## ACTION ITEM:
Your job is to copy the lines from the material that include "pinky".

## DATA EXTRACTS:
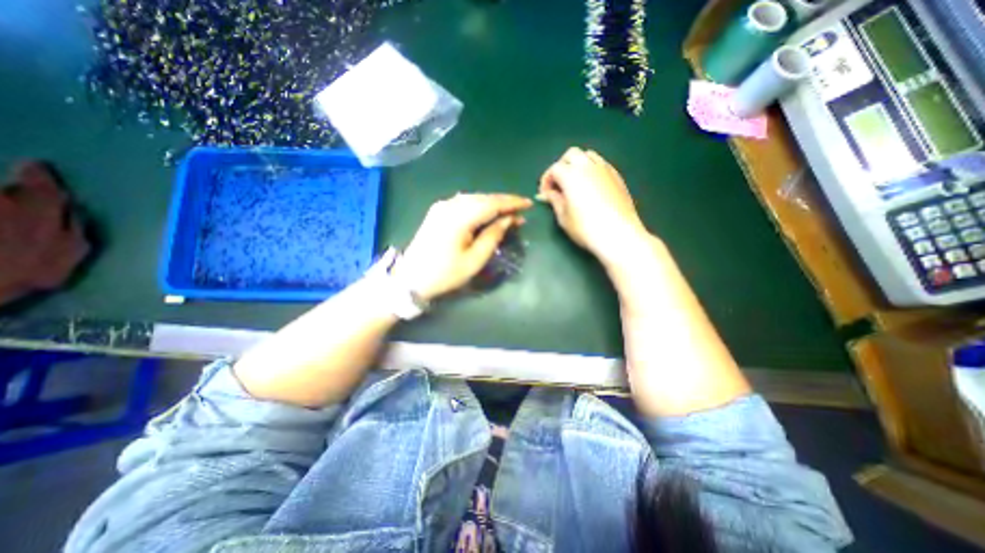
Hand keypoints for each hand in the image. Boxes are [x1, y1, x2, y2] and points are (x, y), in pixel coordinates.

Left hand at [392, 192, 529, 298]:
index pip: (492, 203)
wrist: (410, 279)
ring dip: (492, 203)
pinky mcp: (437, 211)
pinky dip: (479, 205)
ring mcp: (441, 207)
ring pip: (473, 198)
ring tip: (508, 212)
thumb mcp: (474, 260)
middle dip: (503, 203)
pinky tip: (487, 212)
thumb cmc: (445, 274)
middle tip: (521, 211)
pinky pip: (463, 202)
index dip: (512, 203)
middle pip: (483, 198)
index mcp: (459, 217)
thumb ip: (493, 236)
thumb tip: (508, 220)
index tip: (528, 204)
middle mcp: (449, 205)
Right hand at [537, 147, 652, 263]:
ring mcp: (605, 169)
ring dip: (577, 164)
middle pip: (571, 155)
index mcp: (571, 175)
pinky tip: (591, 187)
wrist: (618, 234)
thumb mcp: (563, 217)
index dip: (546, 180)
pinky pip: (601, 164)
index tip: (545, 195)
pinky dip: (592, 169)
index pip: (554, 169)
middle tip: (558, 185)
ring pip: (588, 155)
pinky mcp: (617, 176)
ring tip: (575, 183)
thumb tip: (548, 194)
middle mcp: (588, 166)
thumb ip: (554, 201)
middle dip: (561, 166)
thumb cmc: (585, 228)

## ANSWER BOX:
pinky mcp: (437, 211)
pinky dip: (479, 205)
pinky tip: (487, 212)
pinky pip: (463, 202)
pinky tip: (591, 187)
pinky pip: (601, 164)
pinky dip: (592, 169)
pinky mcp: (617, 176)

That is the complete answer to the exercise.